WHAT IS NEEDED: Filter the data below, keeping only lines that contain "name".

MATERIALS PROVIDED:
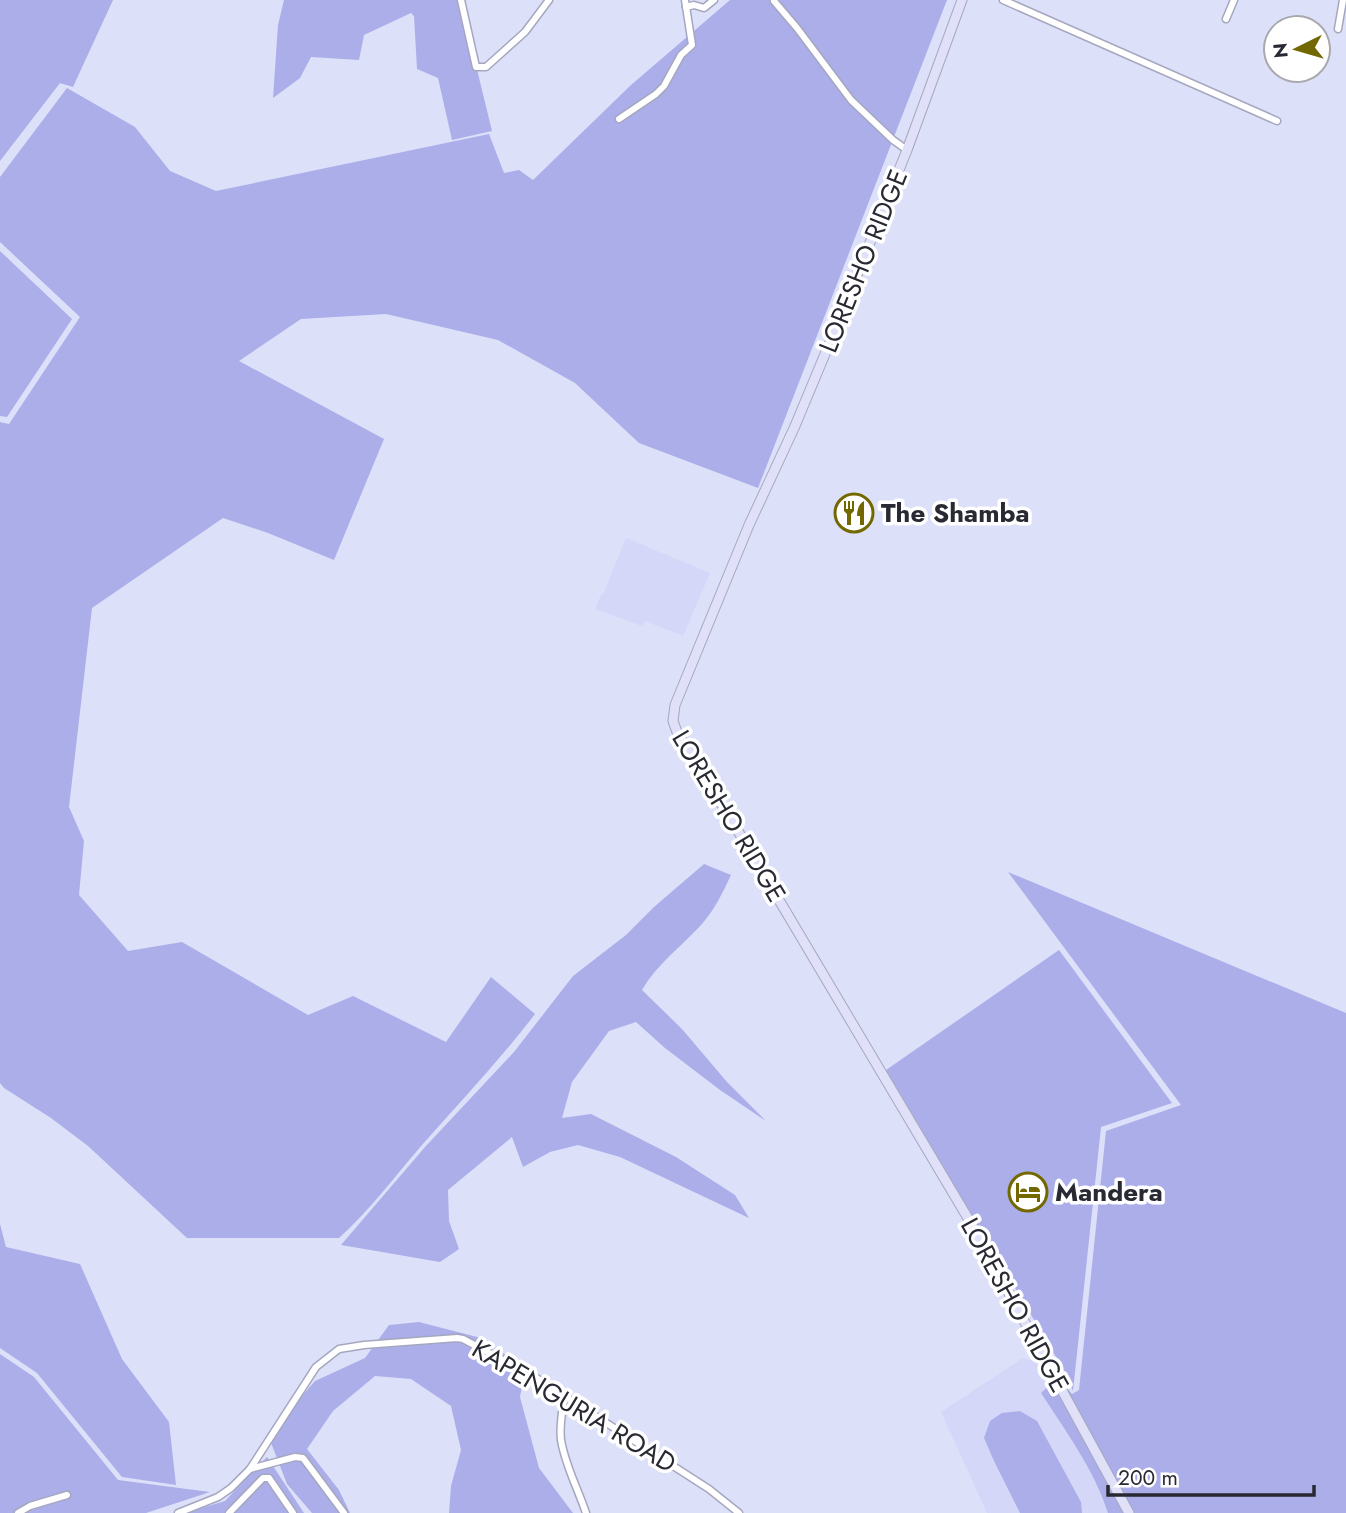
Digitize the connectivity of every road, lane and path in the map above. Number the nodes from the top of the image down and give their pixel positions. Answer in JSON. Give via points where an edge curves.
{"nodes":[{"id":1,"x":461,"y":0,"type":"edge"},
{"id":2,"x":549,"y":0,"type":"edge"},
{"id":3,"x":713,"y":0,"type":"edge"},
{"id":4,"x":962,"y":0,"type":"edge"},
{"id":5,"x":1005,"y":0,"type":"edge"},
{"id":6,"x":1234,"y":0,"type":"edge"},
{"id":7,"x":1343,"y":0,"type":"edge"},
{"id":8,"x":774,"y":1,"type":"edge"},
{"id":9,"x":686,"y":3,"type":"edge"},
{"id":10,"x":1226,"y":19,"type":"dead end"},
{"id":11,"x":1338,"y":29,"type":"dead end"},
{"id":12,"x":619,"y":119,"type":"dead end"},
{"id":13,"x":1277,"y":121,"type":"dead end"},
{"id":14,"x":907,"y":150,"type":"junction"},
{"id":15,"x":564,"y":1396,"type":"junction"},
{"id":16,"x":250,"y":1469,"type":"junction"},
{"id":17,"x":67,"y":1495,"type":"dead end"},
{"id":18,"x":18,"y":1513,"type":"edge"},
{"id":19,"x":178,"y":1513,"type":"edge"},
{"id":20,"x":229,"y":1513,"type":"edge"},
{"id":21,"x":293,"y":1513,"type":"edge"},
{"id":22,"x":344,"y":1513,"type":"edge"},
{"id":23,"x":586,"y":1513,"type":"edge"},
{"id":24,"x":739,"y":1513,"type":"edge"},
{"id":25,"x":1129,"y":1513,"type":"edge"}],
"edges":[{"from":1,"to":2,"type":"street","via":[[476,67],[486,67],[525,32]]},
{"from":3,"to":9,"type":"street","via":[[704,8]]},
{"from":4,"to":14,"type":"street","name":"LORESHO RIDGE"},
{"from":5,"to":13,"type":"street"},
{"from":6,"to":10,"type":"street"},
{"from":7,"to":11,"type":"street"},
{"from":8,"to":14,"type":"street","via":[[851,100]]},
{"from":9,"to":12,"type":"street","via":[[692,45],[664,86]]},
{"from":14,"to":25,"type":"street","name":"LORESHO RIDGE","via":[[675,705],[673,721],[968,1220]]},
{"from":15,"to":16,"type":"street","name":"KAPENGURIA ROAD","via":[[463,1339],[339,1349],[316,1367]]},
{"from":15,"to":23,"type":"street","via":[[561,1441]]},
{"from":15,"to":24,"type":"street","name":"KAPENGURIA ROAD"},
{"from":16,"to":19,"type":"street","name":"KAPENGURIA ROAD","via":[[218,1497]]},
{"from":16,"to":22,"type":"street","via":[[303,1458]]},
{"from":17,"to":18,"type":"street"},
{"from":20,"to":21,"type":"street","via":[[267,1477]]}]}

RESPONSE AREA:
{"from":4,"to":14,"type":"street","name":"LORESHO RIDGE"},
{"from":14,"to":25,"type":"street","name":"LORESHO RIDGE","via":[[675,705],[673,721],[968,1220]]},
{"from":15,"to":16,"type":"street","name":"KAPENGURIA ROAD","via":[[463,1339],[339,1349],[316,1367]]},
{"from":15,"to":24,"type":"street","name":"KAPENGURIA ROAD"},
{"from":16,"to":19,"type":"street","name":"KAPENGURIA ROAD","via":[[218,1497]]},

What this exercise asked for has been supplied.